If drilling is so safe, why does the industry insist on exemption from environmental review? The fracking process uses very high pressures -- many thousands of psi -- to forcefully release gases trapped in shale; these gases and fracking residues can follow fissures and faults to reach and contaminate groundwater. 


This concern, confirmed by the recent Duke University study, was a principal reason for NYC to call for a ban on fracking in its upstate NY watershed. They did so on the basis of the Hazen and Sawyer study, perhaps still the most thorough independent study done of fracking in the Marcellus shale region. If fracking is too dangerous for NYC's watershed, then why isn't it too dangerous for the whole Marcellus region?


Millions of gallons of toxic wastewater are produced by each fracked well. As reported in a recent New York Times series, this water is a permanent hazardous waste, often containing radioactive residues and other toxins for which there is no satisfactory purification or disposal option: either it will be diluted into surface waters, or injected underground. 


Dr. Theo Colburn of the Endocrine Disruption Exchange has identified many of these chemicals not only as carcinogens but also as endocrine disruptors. Endocrine disruptors are unusual stealth toxins for which no safe thresholds have been found.


Methane and other volatile organic compounds are emitted in the vicinity of the production and distribution of natural gas, compromising air quality. Ground-level ozone concentrations in previously pristine rural areas with fracking, like Wyoming, now rival those of metropolitan areas.


Until now, deregulation and defunding pushed by the industry have left state and federal agencies unable to effectively monitor gas industry activities, let alone regulate them. By exempting itself from public accountability for its actions, the industry -- ironically -- has only succeeded in undermining its own credibility. So far fracking has not been done safely, and apparently can't be, and there is no "watchful eye."


Some concluding points:


The true long-term harms and costs of natural gas extraction, considered cumulatively, decisively outweigh, in our assessment, any short-term benefits. Yet these direct and indirect costs are conspicuously ignored or dismissed by the industry. Defunding and deregulation have ensured that few objective studies of natural gas extraction have been done, allowing the gas industry to claim, as the tobacco industry used to do, that harms are unproven. 


Individually, fracking harms are as well documented as can reasonably be expected. If they have not received the attention they deserve it is because the industry has kept the dots from being connected. But when you connect them, the rationale advanced for public policy promoting natural gas as an energy source using current technologies disappears. 


Indeed, reports of the baleful consequences of drilling have become so widespread as to be undeniable. Thousands of incidents -- spills, contaminations, blowouts, etc. -- are now on record. In upstate New York, Pennsylvania, and elsewhere in the drilling areas, awareness of these multiple harms has galvanized local citizen responses into a widespread, grassroots movement against fracking.
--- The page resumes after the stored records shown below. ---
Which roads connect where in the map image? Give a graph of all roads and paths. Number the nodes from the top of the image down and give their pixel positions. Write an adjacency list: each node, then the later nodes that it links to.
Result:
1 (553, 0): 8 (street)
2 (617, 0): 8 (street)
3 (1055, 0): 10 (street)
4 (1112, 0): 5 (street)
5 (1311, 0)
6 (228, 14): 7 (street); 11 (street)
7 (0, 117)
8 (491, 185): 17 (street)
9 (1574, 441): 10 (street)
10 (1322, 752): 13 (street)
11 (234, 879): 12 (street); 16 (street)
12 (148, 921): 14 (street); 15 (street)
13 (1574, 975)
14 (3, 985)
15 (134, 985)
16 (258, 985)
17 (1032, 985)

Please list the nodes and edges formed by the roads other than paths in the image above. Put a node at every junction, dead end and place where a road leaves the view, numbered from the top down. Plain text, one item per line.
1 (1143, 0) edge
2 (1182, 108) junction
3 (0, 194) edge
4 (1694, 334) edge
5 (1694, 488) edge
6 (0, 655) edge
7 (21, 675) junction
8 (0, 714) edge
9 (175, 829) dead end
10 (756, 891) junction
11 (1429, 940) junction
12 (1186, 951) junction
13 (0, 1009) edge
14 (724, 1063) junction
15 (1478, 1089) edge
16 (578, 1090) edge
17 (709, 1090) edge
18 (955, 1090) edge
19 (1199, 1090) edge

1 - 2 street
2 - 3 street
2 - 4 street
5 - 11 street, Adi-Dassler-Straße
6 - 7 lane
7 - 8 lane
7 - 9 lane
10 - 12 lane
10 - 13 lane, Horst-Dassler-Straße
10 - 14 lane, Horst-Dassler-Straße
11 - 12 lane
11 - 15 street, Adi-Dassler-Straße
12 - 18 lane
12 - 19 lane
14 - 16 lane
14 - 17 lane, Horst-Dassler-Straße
The national public should know that local communities in the frontline of gas development in New York State, Pennsylvania, and elsewhere are mounting an impressive resistance. This is an unreported grassroots revolution, an outbreak of populist democracy, of people fighting to take back their communities. Given the failures to date of federal and state governments to protect local communities, municipalities are taking matters into their own hands. 


NY has home rule, which allows cities and towns to prohibit uses such as heavy industry, including fracking for natural gas, through local zoning and land use laws. A number of towns in NY -- in Otsego, Tompkins, and Sullivan counties, among others -- have begun passing or improving such ordinances, which effectively prohibit fracking within their borders. The cities of Buffalo NY and Pittsburgh PA, and a number of PA townships, have also banned fracking within their borders.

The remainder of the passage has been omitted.